START Data under study

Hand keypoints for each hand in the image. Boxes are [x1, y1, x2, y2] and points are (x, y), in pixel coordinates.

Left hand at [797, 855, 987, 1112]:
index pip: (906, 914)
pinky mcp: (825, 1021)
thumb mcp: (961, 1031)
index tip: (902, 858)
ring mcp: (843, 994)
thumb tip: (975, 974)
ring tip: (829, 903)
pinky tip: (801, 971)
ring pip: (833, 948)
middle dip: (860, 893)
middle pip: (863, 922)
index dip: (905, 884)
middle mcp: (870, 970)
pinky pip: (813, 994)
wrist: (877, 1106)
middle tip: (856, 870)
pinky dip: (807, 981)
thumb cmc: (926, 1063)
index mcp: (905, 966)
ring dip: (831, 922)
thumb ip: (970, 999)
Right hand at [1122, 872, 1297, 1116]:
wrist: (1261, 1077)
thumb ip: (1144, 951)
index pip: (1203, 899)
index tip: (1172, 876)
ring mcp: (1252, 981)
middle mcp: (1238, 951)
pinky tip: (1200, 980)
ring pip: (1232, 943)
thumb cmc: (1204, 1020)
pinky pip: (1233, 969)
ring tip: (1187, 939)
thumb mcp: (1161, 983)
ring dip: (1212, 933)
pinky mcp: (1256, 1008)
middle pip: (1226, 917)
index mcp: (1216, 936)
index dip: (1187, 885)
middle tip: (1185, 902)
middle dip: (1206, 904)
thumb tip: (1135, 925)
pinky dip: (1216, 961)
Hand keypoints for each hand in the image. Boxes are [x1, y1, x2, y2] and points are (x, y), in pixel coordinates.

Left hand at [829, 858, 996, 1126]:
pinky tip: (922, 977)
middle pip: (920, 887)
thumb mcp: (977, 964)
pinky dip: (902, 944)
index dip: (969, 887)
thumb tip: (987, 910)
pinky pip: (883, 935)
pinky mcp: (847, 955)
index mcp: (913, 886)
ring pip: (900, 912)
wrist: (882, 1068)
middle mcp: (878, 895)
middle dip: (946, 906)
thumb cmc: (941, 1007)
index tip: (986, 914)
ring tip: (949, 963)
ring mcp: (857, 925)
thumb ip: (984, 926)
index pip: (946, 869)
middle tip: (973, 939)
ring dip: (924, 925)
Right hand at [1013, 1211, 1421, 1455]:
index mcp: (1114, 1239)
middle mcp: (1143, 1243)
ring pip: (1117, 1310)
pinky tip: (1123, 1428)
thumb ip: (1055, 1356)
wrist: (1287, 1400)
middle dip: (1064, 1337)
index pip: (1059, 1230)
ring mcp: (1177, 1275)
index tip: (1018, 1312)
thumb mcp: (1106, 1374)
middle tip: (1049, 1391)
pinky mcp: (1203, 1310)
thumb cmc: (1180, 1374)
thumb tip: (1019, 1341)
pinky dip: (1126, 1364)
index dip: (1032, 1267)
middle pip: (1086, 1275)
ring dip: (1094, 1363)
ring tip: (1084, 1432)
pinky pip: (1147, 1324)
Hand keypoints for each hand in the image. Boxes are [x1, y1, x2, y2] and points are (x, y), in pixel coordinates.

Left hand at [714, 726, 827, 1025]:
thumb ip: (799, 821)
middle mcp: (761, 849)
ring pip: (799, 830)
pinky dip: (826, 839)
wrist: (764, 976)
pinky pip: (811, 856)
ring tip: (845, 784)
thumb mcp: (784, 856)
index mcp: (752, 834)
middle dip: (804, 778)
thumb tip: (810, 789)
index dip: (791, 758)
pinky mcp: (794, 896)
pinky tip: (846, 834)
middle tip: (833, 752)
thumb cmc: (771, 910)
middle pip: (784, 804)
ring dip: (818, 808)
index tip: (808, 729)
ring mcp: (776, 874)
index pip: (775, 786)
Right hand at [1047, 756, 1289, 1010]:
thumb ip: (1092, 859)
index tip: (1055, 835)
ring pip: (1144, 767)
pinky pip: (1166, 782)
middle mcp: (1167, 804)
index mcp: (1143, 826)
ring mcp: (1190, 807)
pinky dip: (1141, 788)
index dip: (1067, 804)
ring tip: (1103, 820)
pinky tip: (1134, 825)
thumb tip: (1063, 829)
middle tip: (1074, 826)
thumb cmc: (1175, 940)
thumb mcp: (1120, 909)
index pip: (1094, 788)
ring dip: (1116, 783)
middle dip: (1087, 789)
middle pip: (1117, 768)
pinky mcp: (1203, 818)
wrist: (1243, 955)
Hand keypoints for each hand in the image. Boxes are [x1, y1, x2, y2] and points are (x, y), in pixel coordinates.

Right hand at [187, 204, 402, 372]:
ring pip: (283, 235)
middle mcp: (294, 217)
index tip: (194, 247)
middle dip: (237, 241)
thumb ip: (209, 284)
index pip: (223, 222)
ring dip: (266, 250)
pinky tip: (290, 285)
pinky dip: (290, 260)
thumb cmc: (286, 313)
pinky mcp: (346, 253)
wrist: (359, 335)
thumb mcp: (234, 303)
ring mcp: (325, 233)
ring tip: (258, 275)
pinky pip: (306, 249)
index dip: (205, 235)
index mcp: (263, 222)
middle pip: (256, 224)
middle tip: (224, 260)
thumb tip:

END Data under study

▶ Activity:
Repeat word for word the lines above that run from the line containing "middle mcp: (761, 849)" through the line containing "wrist: (1243, 955)", both ends included, and nothing else.

▶ Solved problem:
middle mcp: (761, 849)
ring pip: (799, 830)
pinky dip: (826, 839)
wrist: (764, 976)
pinky pip: (811, 856)
ring tip: (845, 784)
thumb mcp: (784, 856)
index mcp: (752, 834)
middle dip: (804, 778)
thumb tip: (810, 789)
index dip: (791, 758)
pinky mcp: (794, 896)
pinky tip: (846, 834)
middle tip: (833, 752)
thumb cmc: (771, 910)
middle pip: (784, 804)
ring dip: (818, 808)
index tip: (808, 729)
ring mcp: (776, 874)
index pip: (775, 786)
Right hand at [1047, 756, 1289, 1010]:
thumb ip: (1092, 859)
index tip: (1055, 835)
ring pip: (1144, 767)
pinky pip: (1166, 782)
middle mcp: (1167, 804)
index mcp: (1143, 826)
ring mcp: (1190, 807)
pinky dip: (1141, 788)
index dip: (1067, 804)
ring tip: (1103, 820)
pinky tip: (1134, 825)
thumb tip: (1063, 829)
middle tip: (1074, 826)
thumb cmc: (1175, 940)
thumb mcp: (1120, 909)
index pip: (1094, 788)
ring dip: (1116, 783)
middle dip: (1087, 789)
middle pip: (1117, 768)
pinky mcp: (1203, 818)
wrist: (1243, 955)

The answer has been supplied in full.